Ha smesso di sbocconcellare il formaggio. E adesso cosa dovrei fare? Per esempio smettere di fissarla. Ha degli occhi splendidi, mi commuove. Devo dirle qualcosa o starmene muto? Se sto zitto, sembra che sia imbarazzato o peggio, ma se dico qualcosa di sbagliato chissà come potrebbe reagire. Com’è difficile vivere, qui non c’è la “x” su fondo rosso da cliccare per terminare il collegamento.
«Sono schizofrenica. È un mestiere che mi impegna tutto il giorno, sai?»
«Immagino di sì. Ha sempre fatto questo… lavoro?»
«A me sembra di sì.»
«Ha fatto anche qualcos’altro?»
«Sono andata a scuola per un po’. Suonavo.»
«Suonava?»
Avevo notato solo lo sporco sulle sue mani. È vero, ha dita lunghe e affusolate, molto aggraziate, una forma nobile.
«Cosa suonava?»
«Il pianoforte. Dicevano che fossi brava. Non so. È laggiù.»
«Cosa?»
«Il pianoforte.»
«Davvero?»
«Lo vuoi vedere?»
«Non vorrei creare fastidi.»
«Ma cosa dici? È bello avere compagnia. Mangia il formaggio, amore, è buono.»
«Dove va?»
«Tolgo questa robaccia così puoi vedere il pianoforte. Tu mangia, amore, non ti preoccupare.»
Sono in balia di questa donna, potrebbe anche uccidermi, eppure non ho paura. Ogni volta che incrocio i suoi occhi, mi assale un’onda di tenerezza. Anche quel suo chiamarmi “amore” non mi turba. Sento la sua purezza.
«Perché è rimasta lì in piedi? Le do fastidio? Ha paura di me?»
«No, cos’hai capito? Qui ti vedo in modo diverso.»

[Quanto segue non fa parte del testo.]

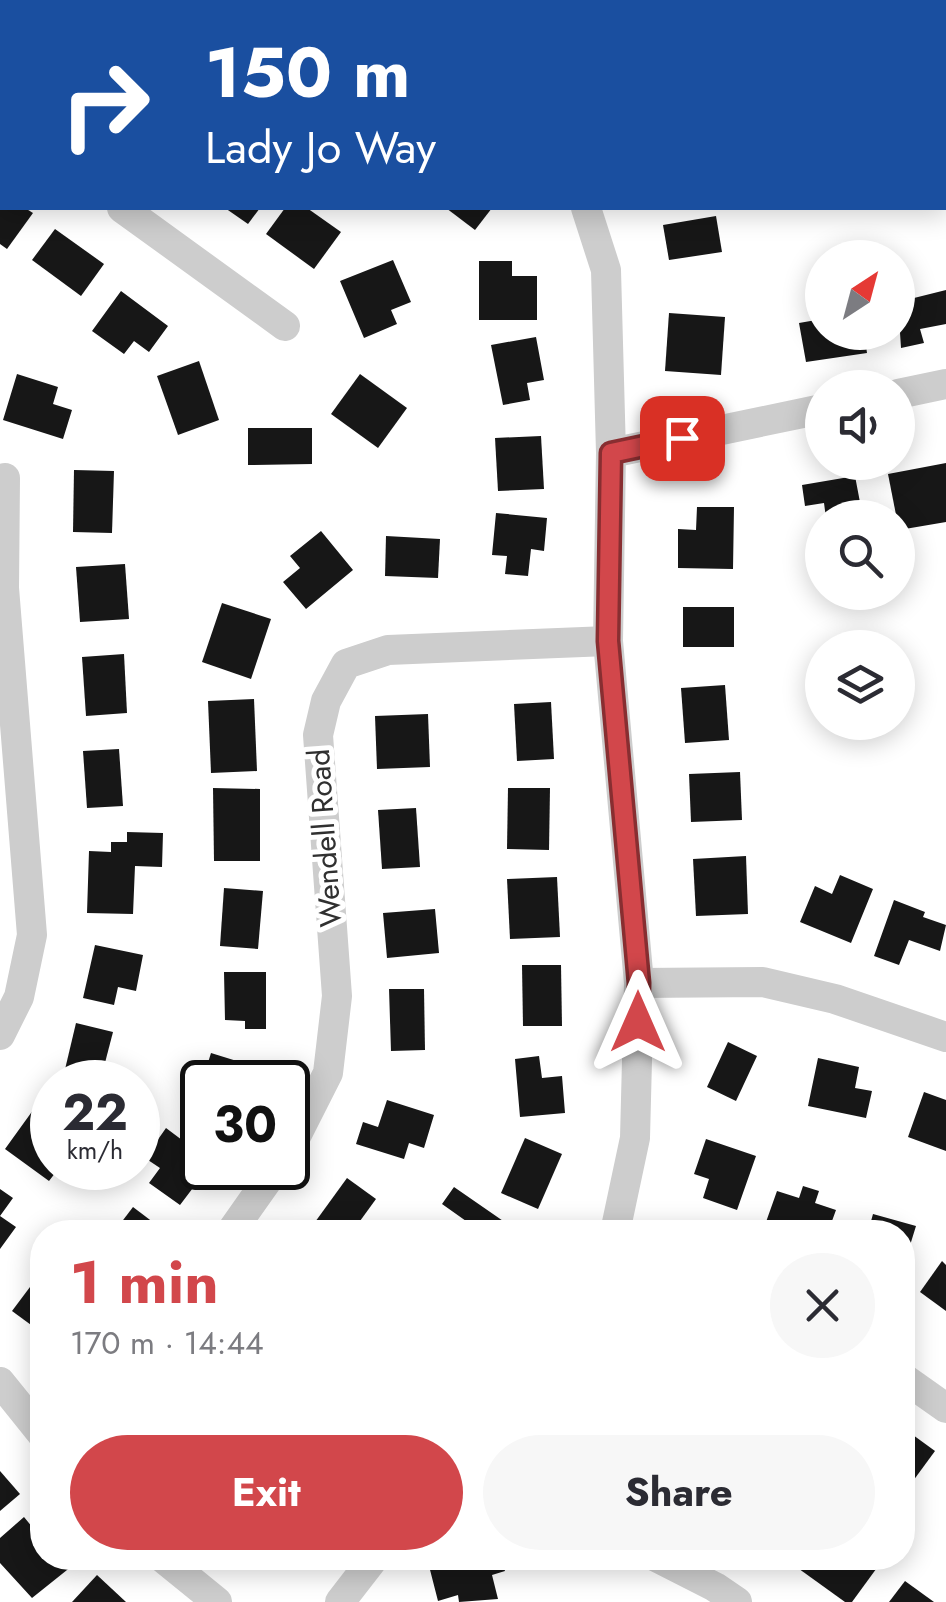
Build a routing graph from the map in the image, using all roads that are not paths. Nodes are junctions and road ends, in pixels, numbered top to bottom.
1 (125, 210) edge
2 (587, 210) edge
3 (286, 326) dead end
4 (946, 384) edge
5 (915, 390) edge
6 (805, 413) edge
7 (611, 453) junction
8 (5, 478) dead end
9 (2, 588) edge
10 (608, 641) junction
11 (639, 983) junction
12 (0, 1035) edge
13 (946, 1037) edge
14 (310, 1109) edge
15 (261, 1190) edge
16 (239, 1220) edge
17 (618, 1220) edge
18 (0, 1382) edge
19 (915, 1387) edge
20 (946, 1408) edge
21 (30, 1419) edge
22 (178, 1570) edge
23 (365, 1570) edge
24 (677, 1570) edge
25 (719, 1597) edge
26 (217, 1602) edge
27 (340, 1602) edge

1 - 3 street
2 - 7 street
4 - 5 street
6 - 7 street
7 - 10 street
8 - 9 street
9 - 12 street
10 - 11 street
10 - 14 street, Wendell Road
11 - 13 street
11 - 17 street
15 - 16 street
18 - 21 street
19 - 20 street
22 - 26 street
23 - 27 street
24 - 25 street

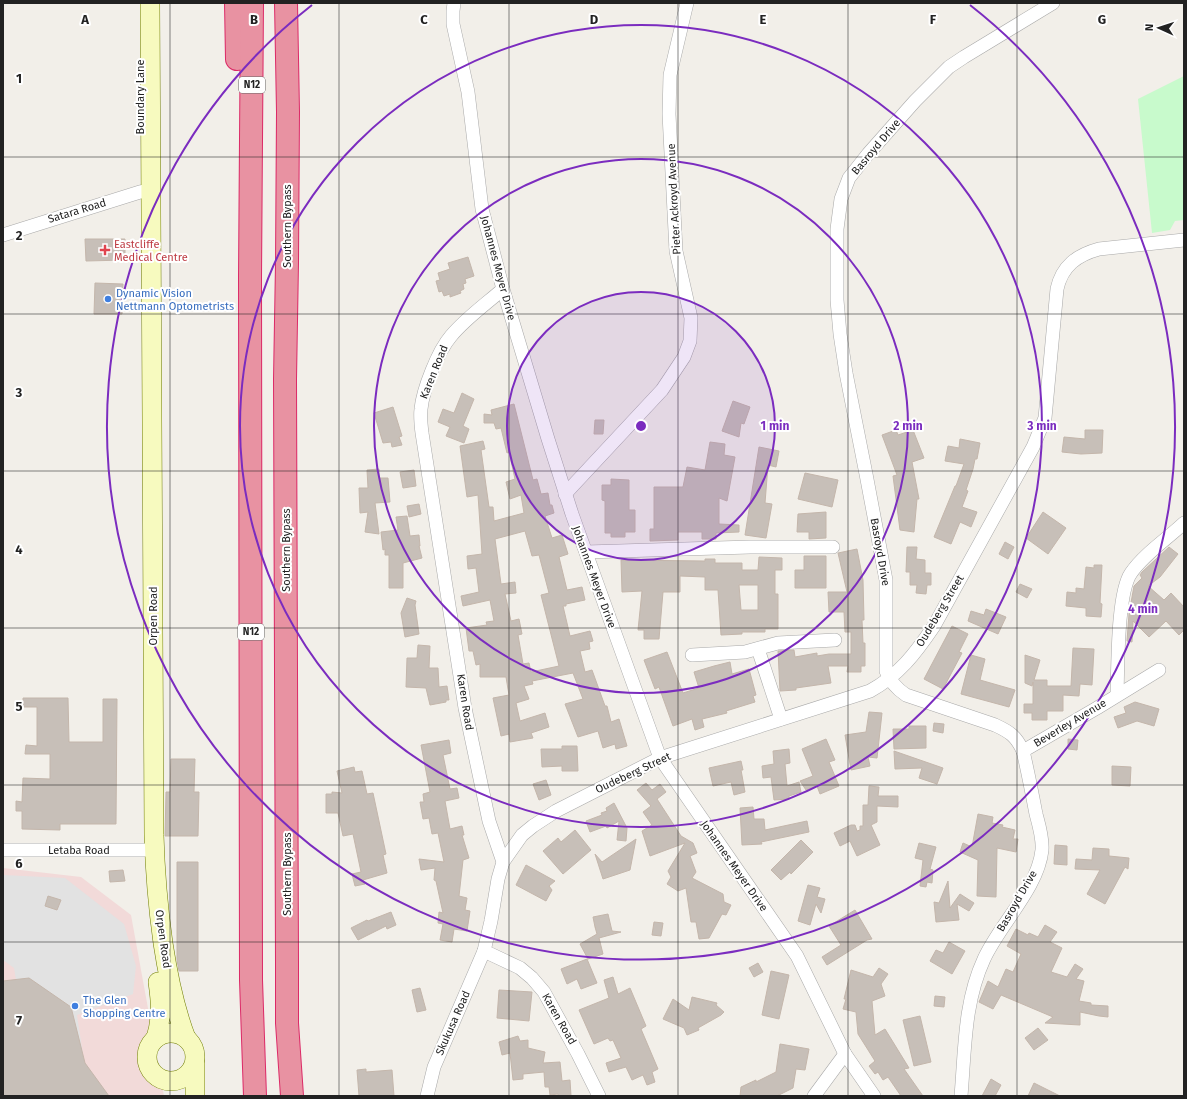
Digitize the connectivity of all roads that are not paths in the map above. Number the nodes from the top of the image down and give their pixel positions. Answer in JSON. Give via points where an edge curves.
{"nodes":[{"id":1,"x":139,"y":3,"type":"edge"},
{"id":2,"x":150,"y":3,"type":"edge"},
{"id":3,"x":236,"y":3,"type":"edge"},
{"id":4,"x":252,"y":3,"type":"edge"},
{"id":5,"x":286,"y":3,"type":"edge"},
{"id":6,"x":300,"y":3,"type":"edge"},
{"id":7,"x":454,"y":3,"type":"edge"},
{"id":8,"x":688,"y":3,"type":"edge"},
{"id":9,"x":1053,"y":3,"type":"edge"},
{"id":10,"x":288,"y":112,"type":"junction"},
{"id":11,"x":252,"y":167,"type":"junction"},
{"id":12,"x":146,"y":191,"type":"junction"},
{"id":13,"x":3,"y":235,"type":"edge"},
{"id":14,"x":1184,"y":240,"type":"edge"},
{"id":15,"x":503,"y":289,"type":"junction"},
{"id":16,"x":565,"y":494,"type":"junction"},
{"id":17,"x":1184,"y":523,"type":"edge"},
{"id":18,"x":833,"y":547,"type":"dead end"},
{"id":19,"x":586,"y":552,"type":"junction"},
{"id":20,"x":835,"y":640,"type":"dead end"},
{"id":21,"x":758,"y":649,"type":"junction"},
{"id":22,"x":692,"y":655,"type":"dead end"},
{"id":23,"x":1159,"y":670,"type":"dead end"},
{"id":24,"x":889,"y":679,"type":"junction"},
{"id":25,"x":1117,"y":695,"type":"junction"},
{"id":26,"x":781,"y":719,"type":"junction"},
{"id":27,"x":1023,"y":751,"type":"junction"},
{"id":28,"x":660,"y":758,"type":"junction"},
{"id":29,"x":3,"y":850,"type":"edge"},
{"id":30,"x":148,"y":850,"type":"junction"},
{"id":31,"x":503,"y":862,"type":"junction"},
{"id":32,"x":484,"y":951,"type":"junction"},
{"id":33,"x":156,"y":1038,"type":"junction"},
{"id":34,"x":186,"y":1038,"type":"junction"},
{"id":35,"x":845,"y":1054,"type":"junction"},
{"id":36,"x":195,"y":1063,"type":"junction"},
{"id":37,"x":163,"y":1080,"type":"junction"},
{"id":38,"x":174,"y":1096,"type":"edge"},
{"id":39,"x":195,"y":1096,"type":"edge"},
{"id":40,"x":254,"y":1096,"type":"edge"},
{"id":41,"x":292,"y":1096,"type":"edge"},
{"id":42,"x":427,"y":1096,"type":"edge"},
{"id":43,"x":599,"y":1096,"type":"edge"},
{"id":44,"x":814,"y":1096,"type":"edge"},
{"id":45,"x":874,"y":1096,"type":"edge"},
{"id":46,"x":961,"y":1096,"type":"edge"}],
"edges":[{"from":1,"to":12,"type":"street","name":"Boundary Lane"},
{"from":2,"to":12,"type":"street","name":"Boundary Lane"},
{"from":3,"to":11,"type":"highway","via":[[238,135],[240,148]]},
{"from":4,"to":11,"type":"highway","number":"N12"},
{"from":5,"to":10,"type":"highway","name":"Southern Bypass"},
{"from":6,"to":10,"type":"highway","via":[[298,47]]},
{"from":7,"to":15,"type":"street","name":"Johannes Meyer Drive","via":[[453,24],[468,92],[482,209]]},
{"from":8,"to":16,"type":"street","name":"Pieter Ackroyd Avenue","via":[[670,75],[669,114],[676,252],[691,318],[690,341],[684,357],[662,390]]},
{"from":9,"to":24,"type":"street","name":"Basroyd Drive","via":[[949,67],[868,154],[849,178],[841,199],[837,229],[840,334],[884,570],[887,592],[885,668]]},
{"from":10,"to":41,"type":"highway","name":"Southern Bypass","via":[[285,379],[287,1023]]},
{"from":11,"to":40,"type":"highway","number":"N12","via":[[251,980]]},
{"from":12,"to":13,"type":"street","name":"Satara Road"},
{"from":12,"to":30,"type":"street","name":"Orpen Road","via":[[141,632]]},
{"from":14,"to":24,"type":"street","name":"Oudeberg Street","via":[[1099,249],[1076,259],[1064,271],[1058,289],[1046,418],[1041,430],[934,626],[910,658]]},
{"from":15,"to":16,"type":"street","name":"Johannes Meyer Drive"},
{"from":15,"to":31,"type":"street","name":"Karen Road","via":[[446,341],[429,379],[421,410],[422,433],[465,708],[489,821]]},
{"from":16,"to":19,"type":"street","name":"Johannes Meyer Drive"},
{"from":17,"to":25,"type":"street","name":"Beverley Avenue","via":[[1144,559],[1128,578],[1122,607]]},
{"from":18,"to":19,"type":"street"},
{"from":19,"to":28,"type":"street","name":"Johannes Meyer Drive"},
{"from":20,"to":21,"type":"street","via":[[778,643]]},
{"from":21,"to":22,"type":"street","via":[[726,654]]},
{"from":21,"to":26,"type":"street"},
{"from":23,"to":25,"type":"street","name":"Beverley Avenue"},
{"from":24,"to":26,"type":"street","name":"Oudeberg Street","via":[[854,697]]},
{"from":24,"to":27,"type":"street","name":"Basroyd Drive","via":[[900,691],[913,698],[1007,731],[1018,741]]},
{"from":25,"to":27,"type":"street","name":"Beverley Avenue"},
{"from":26,"to":28,"type":"street","name":"Oudeberg Street"},
{"from":27,"to":46,"type":"street","name":"Basroyd Drive","via":[[1041,835],[1042,851],[1029,885],[992,943],[976,976],[968,1016]]},
{"from":28,"to":31,"type":"street","name":"Oudeberg Street","via":[[556,811],[533,826],[516,842]]},
{"from":28,"to":35,"type":"street","name":"Johannes Meyer Drive","via":[[797,956]]},
{"from":29,"to":30,"type":"street","name":"Letaba Road"},
{"from":30,"to":33,"type":"street","name":"Orpen Road","via":[[150,938],[162,1010]]},
{"from":30,"to":34,"type":"street","name":"Orpen Road","via":[[169,979],[178,1019]]},
{"from":31,"to":32,"type":"street"},
{"from":32,"to":42,"type":"street","name":"Skukusa Road","via":[[434,1067]]},
{"from":32,"to":43,"type":"street","name":"Karen Road","via":[[520,968],[544,992]]},
{"from":33,"to":34,"type":"street","via":[[166,1033]]},
{"from":33,"to":37,"type":"street","via":[[149,1048],[147,1063],[150,1070]]},
{"from":34,"to":36,"type":"street","via":[[193,1047]]},
{"from":35,"to":44,"type":"street"},
{"from":35,"to":45,"type":"street","name":"Johannes Meyer Drive"},
{"from":36,"to":37,"type":"street","via":[[186,1077],[178,1081]]},
{"from":36,"to":39,"type":"street"},
{"from":37,"to":38,"type":"street"}]}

«Giusto… Bello il pianoforte… funziona?»
«Sì, amore, certo.»
Si sistema davanti alla tastiera, se ne sta seduta di traverso, come se avesse bisogno della solidità del legno per sostenere il peso di una testa troppo piena. Cosa devo fare? Non si muove, la testa sorretta dalla mano, il braccio abbandonato sulla tastiera. Ogni tanto si sente un accenno di suono al variare della pressione su un tasto. Saranno tre o quattro minuti che è immobile in quella posizione. C’è uno strano silenzio, come se stesse per accadere qualcosa. Sento solo un leggero ticchettio, forse fuori pioviggina.
Devo parlarle? E cosa posso dirle? Quell’immobilità è innaturale, sembra diventata un manichino, come se il pianoforte e lei fossero un’attrazione al centro di una vetrina. Chissà com’era prima di tutto questo? Magari era bella come una modella e io me ne sto al di qua del vetro senza il coraggio di una parola, di un gesto.
Ha alzato la testa, solleva il braccio con piccoli movimenti. Lo guarda come se lo avesse ritrovato dopo un lungo stordimento. Ha una grazia particolare, posa la mano sulla tastiera, come una farfalla su un fiore. Il suo viso reclinato ha una leggiadria rinascimentale. Mi guarda. I suoi occhi mi turbano. Mi fissa e suona. L’armonia è potente, sconvolgente. Un cristallo di bellezza.
Il suono dilaga, lei preme i tasti, li preme ancora e ancora, con intervalli sempre più brevi, le note si sovrappongono, l’una è appena nell’aria che un’altra la assorbe, si fondono in urla, singulti, melodie, brividi. L’incanto si infrange, il suono è insopportabile! Suona, suona e ancora suona, sempre la stessa nota, martellante, allucinata, basta!
«Ma che fai?»
«Il sol minore.»
«Ma perché lo suoni così?»
«È la mia fuga dagli altri. Ma non da te, amore.»